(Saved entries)
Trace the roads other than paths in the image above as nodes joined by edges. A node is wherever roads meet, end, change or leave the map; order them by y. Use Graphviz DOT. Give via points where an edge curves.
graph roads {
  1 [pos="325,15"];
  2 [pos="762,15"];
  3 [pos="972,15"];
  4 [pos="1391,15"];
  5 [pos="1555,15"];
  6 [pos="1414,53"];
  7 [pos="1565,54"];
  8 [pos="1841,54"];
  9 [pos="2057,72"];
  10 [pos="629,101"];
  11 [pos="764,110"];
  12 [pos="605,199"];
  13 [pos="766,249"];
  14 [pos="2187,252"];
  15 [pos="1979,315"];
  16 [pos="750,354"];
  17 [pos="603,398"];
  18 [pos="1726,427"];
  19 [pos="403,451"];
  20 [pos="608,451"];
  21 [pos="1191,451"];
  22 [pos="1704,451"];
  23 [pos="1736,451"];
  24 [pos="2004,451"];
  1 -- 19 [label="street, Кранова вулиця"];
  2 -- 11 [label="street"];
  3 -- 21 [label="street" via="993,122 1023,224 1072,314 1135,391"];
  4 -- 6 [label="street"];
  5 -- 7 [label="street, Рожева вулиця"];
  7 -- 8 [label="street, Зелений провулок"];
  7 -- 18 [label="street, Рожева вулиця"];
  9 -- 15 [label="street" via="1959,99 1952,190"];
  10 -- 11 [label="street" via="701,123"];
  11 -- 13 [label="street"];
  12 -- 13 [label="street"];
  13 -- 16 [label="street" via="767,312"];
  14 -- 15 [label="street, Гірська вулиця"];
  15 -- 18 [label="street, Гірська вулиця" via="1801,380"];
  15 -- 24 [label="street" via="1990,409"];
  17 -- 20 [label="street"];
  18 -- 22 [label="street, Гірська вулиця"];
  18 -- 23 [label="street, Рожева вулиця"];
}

# INSTRUCTIONS TO FOLLOW
Please return all of the entries above, exactly and completely.

# EXERCISE RESPONSE
Trace the roads other than paths in the image above as nodes joined by edges. A node is wherever roads meet, end, change or leave the map; order them by y. Use Graphviz DOT. Give via points where an edge curves.
graph roads {
  1 [pos="325,15"];
  2 [pos="762,15"];
  3 [pos="972,15"];
  4 [pos="1391,15"];
  5 [pos="1555,15"];
  6 [pos="1414,53"];
  7 [pos="1565,54"];
  8 [pos="1841,54"];
  9 [pos="2057,72"];
  10 [pos="629,101"];
  11 [pos="764,110"];
  12 [pos="605,199"];
  13 [pos="766,249"];
  14 [pos="2187,252"];
  15 [pos="1979,315"];
  16 [pos="750,354"];
  17 [pos="603,398"];
  18 [pos="1726,427"];
  19 [pos="403,451"];
  20 [pos="608,451"];
  21 [pos="1191,451"];
  22 [pos="1704,451"];
  23 [pos="1736,451"];
  24 [pos="2004,451"];
  1 -- 19 [label="street, Кранова вулиця"];
  2 -- 11 [label="street"];
  3 -- 21 [label="street" via="993,122 1023,224 1072,314 1135,391"];
  4 -- 6 [label="street"];
  5 -- 7 [label="street, Рожева вулиця"];
  7 -- 8 [label="street, Зелений провулок"];
  7 -- 18 [label="street, Рожева вулиця"];
  9 -- 15 [label="street" via="1959,99 1952,190"];
  10 -- 11 [label="street" via="701,123"];
  11 -- 13 [label="street"];
  12 -- 13 [label="street"];
  13 -- 16 [label="street" via="767,312"];
  14 -- 15 [label="street, Гірська вулиця"];
  15 -- 18 [label="street, Гірська вулиця" via="1801,380"];
  15 -- 24 [label="street" via="1990,409"];
  17 -- 20 [label="street"];
  18 -- 22 [label="street, Гірська вулиця"];
  18 -- 23 [label="street, Рожева вулиця"];
}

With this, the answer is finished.